* INPUT
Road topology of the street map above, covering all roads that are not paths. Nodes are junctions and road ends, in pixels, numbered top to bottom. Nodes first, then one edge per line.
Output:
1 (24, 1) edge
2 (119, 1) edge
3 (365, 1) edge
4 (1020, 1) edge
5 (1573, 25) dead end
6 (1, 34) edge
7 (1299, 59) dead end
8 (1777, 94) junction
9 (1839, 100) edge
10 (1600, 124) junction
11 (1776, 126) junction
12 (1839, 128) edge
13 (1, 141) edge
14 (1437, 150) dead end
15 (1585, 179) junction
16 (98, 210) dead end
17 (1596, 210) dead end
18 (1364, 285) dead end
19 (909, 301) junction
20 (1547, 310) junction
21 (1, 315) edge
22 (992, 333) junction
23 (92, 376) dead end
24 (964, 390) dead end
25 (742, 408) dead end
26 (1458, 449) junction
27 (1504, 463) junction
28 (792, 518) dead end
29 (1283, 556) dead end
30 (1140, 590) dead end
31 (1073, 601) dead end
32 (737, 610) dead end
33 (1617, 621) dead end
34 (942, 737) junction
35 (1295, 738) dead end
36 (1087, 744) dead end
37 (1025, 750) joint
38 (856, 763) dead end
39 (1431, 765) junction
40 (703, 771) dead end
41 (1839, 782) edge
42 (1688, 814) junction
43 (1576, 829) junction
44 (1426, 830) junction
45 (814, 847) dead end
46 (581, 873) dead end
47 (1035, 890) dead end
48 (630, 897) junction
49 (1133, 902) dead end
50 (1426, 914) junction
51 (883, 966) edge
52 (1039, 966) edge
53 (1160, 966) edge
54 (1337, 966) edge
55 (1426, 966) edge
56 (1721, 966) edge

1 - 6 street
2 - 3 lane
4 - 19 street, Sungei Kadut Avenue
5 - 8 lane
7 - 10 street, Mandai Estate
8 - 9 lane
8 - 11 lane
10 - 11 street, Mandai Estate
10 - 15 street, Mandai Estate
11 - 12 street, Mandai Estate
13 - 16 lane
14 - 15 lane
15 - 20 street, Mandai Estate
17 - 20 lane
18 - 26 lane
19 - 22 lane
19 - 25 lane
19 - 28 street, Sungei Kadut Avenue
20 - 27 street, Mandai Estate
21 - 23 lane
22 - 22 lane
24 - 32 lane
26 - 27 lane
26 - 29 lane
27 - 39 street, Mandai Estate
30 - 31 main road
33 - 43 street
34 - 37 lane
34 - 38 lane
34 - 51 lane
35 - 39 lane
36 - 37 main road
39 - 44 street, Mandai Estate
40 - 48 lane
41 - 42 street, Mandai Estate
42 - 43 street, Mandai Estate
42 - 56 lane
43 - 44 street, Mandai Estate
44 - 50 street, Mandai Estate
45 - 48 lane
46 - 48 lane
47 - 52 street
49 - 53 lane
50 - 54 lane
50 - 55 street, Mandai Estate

* ABOUT THIS EXERCISE
Find the number of lines in the records that contain "road", and write that number only.

* RESPONSE
3